══ Material for this task

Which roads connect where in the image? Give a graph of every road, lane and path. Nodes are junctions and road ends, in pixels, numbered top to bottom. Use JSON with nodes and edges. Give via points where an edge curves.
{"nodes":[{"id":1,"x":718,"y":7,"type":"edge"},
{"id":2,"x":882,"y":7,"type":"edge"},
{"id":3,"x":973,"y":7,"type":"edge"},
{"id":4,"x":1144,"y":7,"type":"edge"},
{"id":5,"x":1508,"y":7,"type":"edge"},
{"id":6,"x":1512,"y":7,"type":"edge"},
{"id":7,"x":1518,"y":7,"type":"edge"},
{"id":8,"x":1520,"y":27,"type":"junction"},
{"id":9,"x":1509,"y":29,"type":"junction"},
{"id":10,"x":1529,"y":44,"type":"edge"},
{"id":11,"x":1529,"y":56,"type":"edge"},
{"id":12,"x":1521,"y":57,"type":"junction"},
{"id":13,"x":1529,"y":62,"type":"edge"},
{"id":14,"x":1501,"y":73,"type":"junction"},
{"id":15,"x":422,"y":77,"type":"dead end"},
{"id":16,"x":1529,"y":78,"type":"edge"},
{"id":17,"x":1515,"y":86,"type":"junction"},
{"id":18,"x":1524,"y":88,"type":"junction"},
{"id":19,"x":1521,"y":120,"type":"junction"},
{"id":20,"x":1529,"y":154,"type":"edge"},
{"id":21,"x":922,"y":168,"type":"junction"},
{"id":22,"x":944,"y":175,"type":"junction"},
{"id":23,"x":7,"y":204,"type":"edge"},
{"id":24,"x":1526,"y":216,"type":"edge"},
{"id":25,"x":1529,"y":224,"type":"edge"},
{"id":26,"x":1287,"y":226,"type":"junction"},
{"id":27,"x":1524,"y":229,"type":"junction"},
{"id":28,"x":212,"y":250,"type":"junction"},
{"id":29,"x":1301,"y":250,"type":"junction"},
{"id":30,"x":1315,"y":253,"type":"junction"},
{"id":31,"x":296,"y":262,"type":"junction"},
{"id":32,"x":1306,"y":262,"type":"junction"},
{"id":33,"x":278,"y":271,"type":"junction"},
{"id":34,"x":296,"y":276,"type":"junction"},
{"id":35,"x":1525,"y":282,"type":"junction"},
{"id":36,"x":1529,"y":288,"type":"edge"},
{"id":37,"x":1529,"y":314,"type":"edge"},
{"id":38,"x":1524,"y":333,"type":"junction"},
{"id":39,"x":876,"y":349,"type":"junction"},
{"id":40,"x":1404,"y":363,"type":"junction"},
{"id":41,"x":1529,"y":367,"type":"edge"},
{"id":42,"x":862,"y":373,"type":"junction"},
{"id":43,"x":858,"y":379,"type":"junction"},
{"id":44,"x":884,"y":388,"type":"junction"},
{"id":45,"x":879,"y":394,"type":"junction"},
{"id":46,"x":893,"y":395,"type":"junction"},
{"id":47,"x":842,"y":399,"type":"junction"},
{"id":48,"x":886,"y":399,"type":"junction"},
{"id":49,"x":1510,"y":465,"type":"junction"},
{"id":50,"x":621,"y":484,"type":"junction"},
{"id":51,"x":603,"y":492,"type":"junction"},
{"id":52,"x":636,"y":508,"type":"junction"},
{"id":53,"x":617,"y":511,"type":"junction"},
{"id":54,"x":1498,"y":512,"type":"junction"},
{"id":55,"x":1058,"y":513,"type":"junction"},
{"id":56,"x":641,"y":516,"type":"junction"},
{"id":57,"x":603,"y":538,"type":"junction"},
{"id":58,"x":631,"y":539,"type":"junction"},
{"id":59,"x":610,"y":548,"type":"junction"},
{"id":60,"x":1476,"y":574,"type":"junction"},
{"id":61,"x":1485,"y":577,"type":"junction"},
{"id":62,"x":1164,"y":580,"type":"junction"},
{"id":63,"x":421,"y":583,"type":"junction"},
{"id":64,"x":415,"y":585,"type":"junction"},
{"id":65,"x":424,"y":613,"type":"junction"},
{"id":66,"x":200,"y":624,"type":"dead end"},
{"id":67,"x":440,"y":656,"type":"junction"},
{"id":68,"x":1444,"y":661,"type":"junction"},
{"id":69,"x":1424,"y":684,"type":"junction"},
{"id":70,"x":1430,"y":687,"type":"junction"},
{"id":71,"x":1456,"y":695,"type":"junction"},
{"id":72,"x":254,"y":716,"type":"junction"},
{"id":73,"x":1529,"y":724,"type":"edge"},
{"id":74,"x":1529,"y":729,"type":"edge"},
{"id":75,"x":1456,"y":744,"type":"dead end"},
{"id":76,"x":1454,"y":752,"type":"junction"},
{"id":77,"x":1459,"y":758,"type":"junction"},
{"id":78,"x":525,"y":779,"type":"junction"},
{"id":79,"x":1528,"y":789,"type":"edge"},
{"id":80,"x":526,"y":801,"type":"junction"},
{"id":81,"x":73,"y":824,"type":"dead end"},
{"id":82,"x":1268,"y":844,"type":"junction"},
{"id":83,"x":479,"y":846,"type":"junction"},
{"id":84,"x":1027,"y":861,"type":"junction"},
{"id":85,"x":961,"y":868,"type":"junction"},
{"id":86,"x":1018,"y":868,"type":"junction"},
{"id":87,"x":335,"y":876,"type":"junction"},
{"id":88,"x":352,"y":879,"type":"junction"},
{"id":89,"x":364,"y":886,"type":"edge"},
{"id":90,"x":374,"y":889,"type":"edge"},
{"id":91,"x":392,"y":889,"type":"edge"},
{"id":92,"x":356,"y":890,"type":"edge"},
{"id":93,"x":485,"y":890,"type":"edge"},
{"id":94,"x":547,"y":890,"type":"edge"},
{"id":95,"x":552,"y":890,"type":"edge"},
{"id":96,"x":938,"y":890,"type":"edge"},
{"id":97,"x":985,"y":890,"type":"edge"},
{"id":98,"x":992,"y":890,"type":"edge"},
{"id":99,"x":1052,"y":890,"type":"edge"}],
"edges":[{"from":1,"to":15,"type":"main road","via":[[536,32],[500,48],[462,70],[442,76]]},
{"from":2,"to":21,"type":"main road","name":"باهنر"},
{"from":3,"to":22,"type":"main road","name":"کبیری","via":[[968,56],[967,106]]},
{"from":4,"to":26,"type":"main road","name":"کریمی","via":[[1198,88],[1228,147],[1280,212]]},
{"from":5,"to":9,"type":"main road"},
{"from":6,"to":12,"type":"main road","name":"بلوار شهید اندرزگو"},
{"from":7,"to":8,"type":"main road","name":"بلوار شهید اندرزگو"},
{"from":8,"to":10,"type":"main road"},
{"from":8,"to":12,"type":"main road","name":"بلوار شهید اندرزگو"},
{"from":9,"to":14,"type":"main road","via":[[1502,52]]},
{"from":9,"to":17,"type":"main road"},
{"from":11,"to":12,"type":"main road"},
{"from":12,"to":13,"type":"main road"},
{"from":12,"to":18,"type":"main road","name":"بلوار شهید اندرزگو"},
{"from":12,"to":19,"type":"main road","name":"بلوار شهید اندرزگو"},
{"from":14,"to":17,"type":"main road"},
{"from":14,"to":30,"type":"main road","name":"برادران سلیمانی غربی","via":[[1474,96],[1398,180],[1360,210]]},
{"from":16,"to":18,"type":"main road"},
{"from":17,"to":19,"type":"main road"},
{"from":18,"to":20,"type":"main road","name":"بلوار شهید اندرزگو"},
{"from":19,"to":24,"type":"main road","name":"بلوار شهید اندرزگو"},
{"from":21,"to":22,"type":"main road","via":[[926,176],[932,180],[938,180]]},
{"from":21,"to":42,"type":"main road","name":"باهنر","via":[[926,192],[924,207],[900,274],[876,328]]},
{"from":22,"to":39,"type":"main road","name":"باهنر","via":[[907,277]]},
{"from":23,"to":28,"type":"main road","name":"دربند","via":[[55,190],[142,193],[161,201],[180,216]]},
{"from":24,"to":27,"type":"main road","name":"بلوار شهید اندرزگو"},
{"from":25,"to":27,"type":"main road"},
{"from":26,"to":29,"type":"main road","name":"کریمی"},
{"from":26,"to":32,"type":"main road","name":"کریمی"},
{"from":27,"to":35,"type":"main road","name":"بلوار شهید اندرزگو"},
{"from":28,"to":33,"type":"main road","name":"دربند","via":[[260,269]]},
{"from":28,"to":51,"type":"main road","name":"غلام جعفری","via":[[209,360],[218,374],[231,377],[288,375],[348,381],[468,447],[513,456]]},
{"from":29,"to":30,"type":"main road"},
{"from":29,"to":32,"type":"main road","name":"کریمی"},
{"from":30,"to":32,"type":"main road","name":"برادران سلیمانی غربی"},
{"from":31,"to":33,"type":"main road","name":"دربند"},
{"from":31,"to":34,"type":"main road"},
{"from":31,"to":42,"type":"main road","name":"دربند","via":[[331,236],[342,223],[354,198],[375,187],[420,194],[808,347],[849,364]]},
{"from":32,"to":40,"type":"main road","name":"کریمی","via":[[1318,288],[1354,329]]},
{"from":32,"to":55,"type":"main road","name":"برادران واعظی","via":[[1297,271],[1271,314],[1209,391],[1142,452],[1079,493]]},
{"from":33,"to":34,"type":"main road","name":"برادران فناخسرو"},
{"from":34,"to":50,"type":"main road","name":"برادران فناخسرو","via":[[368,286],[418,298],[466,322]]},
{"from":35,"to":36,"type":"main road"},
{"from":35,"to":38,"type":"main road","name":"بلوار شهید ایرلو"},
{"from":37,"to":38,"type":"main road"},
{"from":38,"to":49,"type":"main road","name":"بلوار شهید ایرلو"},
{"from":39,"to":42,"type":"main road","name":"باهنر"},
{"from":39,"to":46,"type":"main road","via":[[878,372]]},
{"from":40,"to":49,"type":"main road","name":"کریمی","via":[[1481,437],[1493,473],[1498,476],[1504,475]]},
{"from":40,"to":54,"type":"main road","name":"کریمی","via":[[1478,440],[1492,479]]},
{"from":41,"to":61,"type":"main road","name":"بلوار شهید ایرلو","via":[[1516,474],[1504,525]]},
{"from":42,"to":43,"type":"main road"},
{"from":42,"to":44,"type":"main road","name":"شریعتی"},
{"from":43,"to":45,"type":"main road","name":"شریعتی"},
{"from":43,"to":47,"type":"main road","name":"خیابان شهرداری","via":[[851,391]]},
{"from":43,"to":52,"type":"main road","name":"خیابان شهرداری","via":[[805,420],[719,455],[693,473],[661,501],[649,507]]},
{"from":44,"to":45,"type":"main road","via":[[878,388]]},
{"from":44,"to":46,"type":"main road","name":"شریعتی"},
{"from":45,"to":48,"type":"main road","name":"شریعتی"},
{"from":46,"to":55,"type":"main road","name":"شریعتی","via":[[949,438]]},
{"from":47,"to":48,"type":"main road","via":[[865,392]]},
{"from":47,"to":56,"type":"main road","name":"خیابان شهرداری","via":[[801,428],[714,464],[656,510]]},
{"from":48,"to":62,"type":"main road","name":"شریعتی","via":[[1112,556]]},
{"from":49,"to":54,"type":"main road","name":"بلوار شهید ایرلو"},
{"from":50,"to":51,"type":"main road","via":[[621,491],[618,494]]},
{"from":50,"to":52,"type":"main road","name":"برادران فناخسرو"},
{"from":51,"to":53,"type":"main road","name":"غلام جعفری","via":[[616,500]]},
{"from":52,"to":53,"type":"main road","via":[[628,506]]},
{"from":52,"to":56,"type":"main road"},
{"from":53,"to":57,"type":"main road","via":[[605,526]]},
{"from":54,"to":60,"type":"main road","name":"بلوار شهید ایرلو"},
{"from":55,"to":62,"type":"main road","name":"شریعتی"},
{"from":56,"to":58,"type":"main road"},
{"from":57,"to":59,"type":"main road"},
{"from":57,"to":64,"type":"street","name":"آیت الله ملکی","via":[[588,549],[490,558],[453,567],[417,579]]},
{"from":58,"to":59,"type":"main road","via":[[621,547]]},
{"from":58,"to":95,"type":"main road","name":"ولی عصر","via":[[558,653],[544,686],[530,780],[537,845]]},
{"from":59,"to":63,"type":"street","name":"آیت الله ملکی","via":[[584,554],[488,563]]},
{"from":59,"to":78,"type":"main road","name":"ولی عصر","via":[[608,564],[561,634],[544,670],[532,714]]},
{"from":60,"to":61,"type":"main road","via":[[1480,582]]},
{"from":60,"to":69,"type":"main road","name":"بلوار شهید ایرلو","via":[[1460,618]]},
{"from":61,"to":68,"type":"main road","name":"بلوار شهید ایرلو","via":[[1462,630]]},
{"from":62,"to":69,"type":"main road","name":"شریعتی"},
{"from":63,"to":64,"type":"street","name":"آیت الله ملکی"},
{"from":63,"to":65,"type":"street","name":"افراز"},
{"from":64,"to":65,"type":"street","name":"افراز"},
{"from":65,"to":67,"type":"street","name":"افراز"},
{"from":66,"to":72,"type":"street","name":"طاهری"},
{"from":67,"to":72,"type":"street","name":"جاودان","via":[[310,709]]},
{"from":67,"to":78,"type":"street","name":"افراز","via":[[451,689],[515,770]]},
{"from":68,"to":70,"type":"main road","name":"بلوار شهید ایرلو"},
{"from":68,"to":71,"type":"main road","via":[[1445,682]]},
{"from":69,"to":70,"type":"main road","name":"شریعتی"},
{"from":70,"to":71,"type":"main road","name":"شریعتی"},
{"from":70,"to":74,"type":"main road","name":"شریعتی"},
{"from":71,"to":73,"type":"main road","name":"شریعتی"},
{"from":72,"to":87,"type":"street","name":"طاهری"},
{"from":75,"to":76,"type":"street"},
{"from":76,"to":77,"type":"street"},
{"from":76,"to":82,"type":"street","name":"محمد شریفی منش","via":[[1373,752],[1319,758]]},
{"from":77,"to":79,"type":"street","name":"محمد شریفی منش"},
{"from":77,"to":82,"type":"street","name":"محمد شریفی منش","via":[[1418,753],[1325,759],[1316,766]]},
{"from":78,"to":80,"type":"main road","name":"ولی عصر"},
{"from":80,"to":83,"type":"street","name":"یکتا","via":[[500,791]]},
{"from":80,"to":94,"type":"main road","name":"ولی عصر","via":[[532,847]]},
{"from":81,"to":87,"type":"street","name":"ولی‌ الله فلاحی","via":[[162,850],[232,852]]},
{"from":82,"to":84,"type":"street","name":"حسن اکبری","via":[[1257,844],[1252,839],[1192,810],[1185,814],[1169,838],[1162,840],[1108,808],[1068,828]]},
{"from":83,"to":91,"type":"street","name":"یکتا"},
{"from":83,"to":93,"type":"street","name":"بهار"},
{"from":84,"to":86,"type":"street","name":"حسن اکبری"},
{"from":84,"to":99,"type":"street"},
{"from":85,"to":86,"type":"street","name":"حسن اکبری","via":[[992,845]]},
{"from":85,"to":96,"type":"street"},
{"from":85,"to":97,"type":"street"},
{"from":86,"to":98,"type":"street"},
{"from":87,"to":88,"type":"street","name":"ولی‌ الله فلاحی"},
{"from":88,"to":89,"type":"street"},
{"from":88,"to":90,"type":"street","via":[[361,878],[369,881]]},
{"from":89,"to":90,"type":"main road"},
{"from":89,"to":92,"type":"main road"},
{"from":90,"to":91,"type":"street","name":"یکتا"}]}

════

## The problem
Going through the entries above, tally every line that contains the string "سلیمانی", then state only the total.

## Output
2